'Transgender' track rules violate Title IX, ADF says

shutterstock 1327263026 Track lanes in a stadium. Via Shutterstock

The governing body for high school sports in Connecticut is facing a federal complaint after allowing male students to compete in female events.

Three female students, supported by Alliance Defending Freedom, a nonprofit group advocating for the defence of religious liberty, filed a complaint with the U.S. Department of Education's Office for Civil Rights after male students were allowed to compete in the 2018 female outdoor track season.

The complaint alleges that the Connecticut Interscholastic Athletic Conference (CIAC), which is a governing body for high school sports in Connecticut, is violating federal Title IX norms by allowing male athletes who identify themselves as females to compete in sports against female athletes.

CIAC member schools include many of the state's Catholic high schools.

The two male students, who identify themselves as female, were allowed to compete during the track season and placed well ahead of their female competitors.

Since 2017, the CIAC allows athletes to compete in leagues consistent with "preferred gender identity."

In the spring 2018 outdoor track season, a sophomore runner who had already competed in the 2018 indoor track season on the boys' team changed his gender identification and was permitted to compete as a female.

In the 2018-2019 seasons, he, along with another female-identifying male runner, have consistently placed as the top-two finishers in their events against female runners.

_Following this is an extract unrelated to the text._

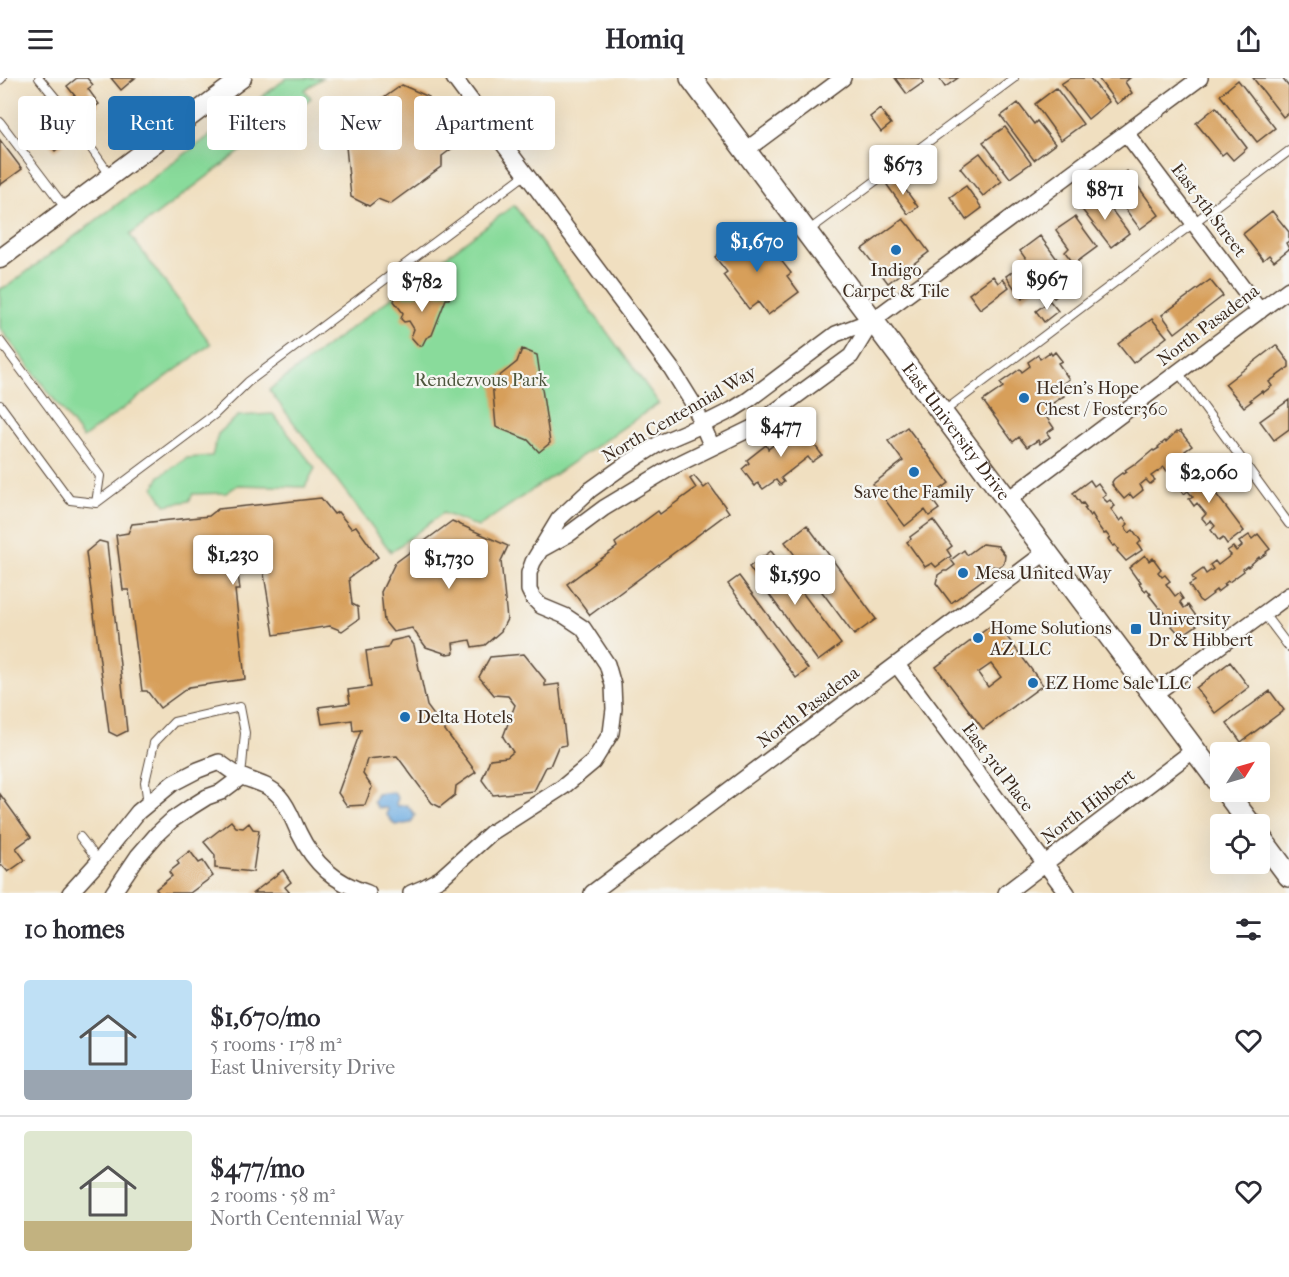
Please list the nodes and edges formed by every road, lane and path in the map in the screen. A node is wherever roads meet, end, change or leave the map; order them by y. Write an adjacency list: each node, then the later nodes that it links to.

One of the males now holds 10 state records in female track events. Previously, these records were held by 10 different runners.

ADF is requesting that the Office for Civil Rights investigate alleged Title IX violations, and compel the CIAC to change its athlete policy.

Title IX of the 1972 Educational Ammendments Act states that "No person in the United States shall, on the basis of sex, be excluded from participation in, be denied the benefits of, or be subjected to discrimination under any education program or activity receiving federal financial assistance."

ADF asserts that allowing male athletes to compete in female events is discriminatory against female athletes.

Additionally, the ADF has requested that the CIAC retroactively recognize runners who would otherwise have won or qualified for events had they not been competing against males.

One of the three girls represented by the ADF complaint is Selina Soule, a 16-year-old from Glastonbury High School in Connecticut. Soule, who runs track, missed qualifying for the state finals in the 55-meter dash by one place. The top two finishers in the event were both males identifying themselves as female.

The other two complainants, who also run track, have chosen to remain anonymous.

"Girls deserve to compete on a level playing field. Forcing female athletes to compete against boys is grossly unfair and destroys their athletic opportunities," said ADF Legal Counsel Christiana Holcomb in a statement posted on the organization's website.

"Title IX was designed to eliminate discrimination against women in education and athletics, and women fought long and hard to earn the equal athletic opportunities that Title IX provides. Allowing boys to compete in girls' sports reverses nearly 50 years of advances for women under this law."

Speaking on Fox News, Soule said that she has received "nothing but support" from her teammates and from other athletes, but she has "experienced some retaliation from school officials and coaches."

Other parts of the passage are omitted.